Ann. Mag. Nat. Hist., Ser. 5 3: 209. 1879.
Common Name: none
Mis-applied name: Marasmius graminum sensu auct.
Cap 4.0-8.0 mm broad, convex, becoming plano-convex to plane in age, sulcate-striate, the disc depressed to umbilicate; margin at first incurved, then decurved, eventually level to raised, occasionally wavy; surface finely tomentose with a hand-lens, rust-brown, fading to orange, pinkish-tan or pale-tan, darkest at the disc and ribs; context membranous, cream-colored; odor and taste mild; fruiting body reviving after drying.
Gills distant, attached to a collarium, not directly to the stipe, cream-colored, relatively broad, up to 2 mm in width, sometimes intervenose, the edges occasionally marginate towards the cap margin, if so, then colored like the cap; lamellulae typically absent.
Stipe 1.5-3.0 cm long, less than 1 mm thick, filiform, hollow, more or less equal, frequently bent to undulate; surface glabrous, pallid at the apex, elsewhere blackish-brown, the base slightly swollen and subtend by short dark fibrils, instititious; partial veil absent.
Spores 9.0-12.0 x 4.0-5.0 µm, elliptical to elliptical-oblong in face-view, inequilateral in profile with a flat and curved side; spores thin-walled, hyaline, with vacular inclusions, hilar appendage inconspicuous, inamyloid; spore print not seen.
Gregarious, in lawns, fruiting from dead grass stems (culms); appearing during the summer months; widely distributed; rare.
Unknown; too small to have culinary value.

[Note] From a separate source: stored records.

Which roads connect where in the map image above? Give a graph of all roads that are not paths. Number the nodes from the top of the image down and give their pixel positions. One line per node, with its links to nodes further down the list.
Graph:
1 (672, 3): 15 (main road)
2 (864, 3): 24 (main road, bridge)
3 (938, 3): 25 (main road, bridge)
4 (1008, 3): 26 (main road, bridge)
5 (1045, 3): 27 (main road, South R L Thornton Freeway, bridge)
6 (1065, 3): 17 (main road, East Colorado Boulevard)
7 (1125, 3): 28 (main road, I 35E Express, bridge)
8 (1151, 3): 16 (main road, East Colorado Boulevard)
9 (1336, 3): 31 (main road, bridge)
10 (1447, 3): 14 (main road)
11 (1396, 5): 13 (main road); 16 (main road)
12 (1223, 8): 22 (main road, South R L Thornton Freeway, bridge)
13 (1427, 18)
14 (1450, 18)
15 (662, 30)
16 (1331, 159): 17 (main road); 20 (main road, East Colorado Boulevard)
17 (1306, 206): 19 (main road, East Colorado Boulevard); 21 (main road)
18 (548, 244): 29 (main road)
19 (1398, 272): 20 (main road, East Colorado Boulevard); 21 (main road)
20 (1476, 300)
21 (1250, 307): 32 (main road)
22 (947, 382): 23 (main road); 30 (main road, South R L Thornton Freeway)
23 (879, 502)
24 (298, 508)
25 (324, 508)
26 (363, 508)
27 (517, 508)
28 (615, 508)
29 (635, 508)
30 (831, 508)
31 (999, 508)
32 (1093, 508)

Hidden among blades of grass and below the level of mower blades, fruits a tiny and seldom collected Marasmius, M. curreyi. This liliputian species is recognized by a orange-brown, pinkish-brown to buff, sulcate-striate, often umbilicate cap, and bristle-like stipe. Records would suggest that it is among the rarest of California fungi but considering its ubiquitous substrate, it's more likely that it's simply overlooked. It often fruits simultaneously with several other lawn fungi including Panaeolus foenisecii, Conocybe lactea, Agrocybe pediades, and Coprinopsis friesii. Marasmius curreyi is most likely to be confused with another rare Marasmius, M. armeniacus. It also occurs on grass culms and has similar cap colors, but the latter lacks the depressed to umbilicate cap disc of M. curreyi, the gills attach directly to the stipe not via a collarium, and has a paler, non-institious stipe.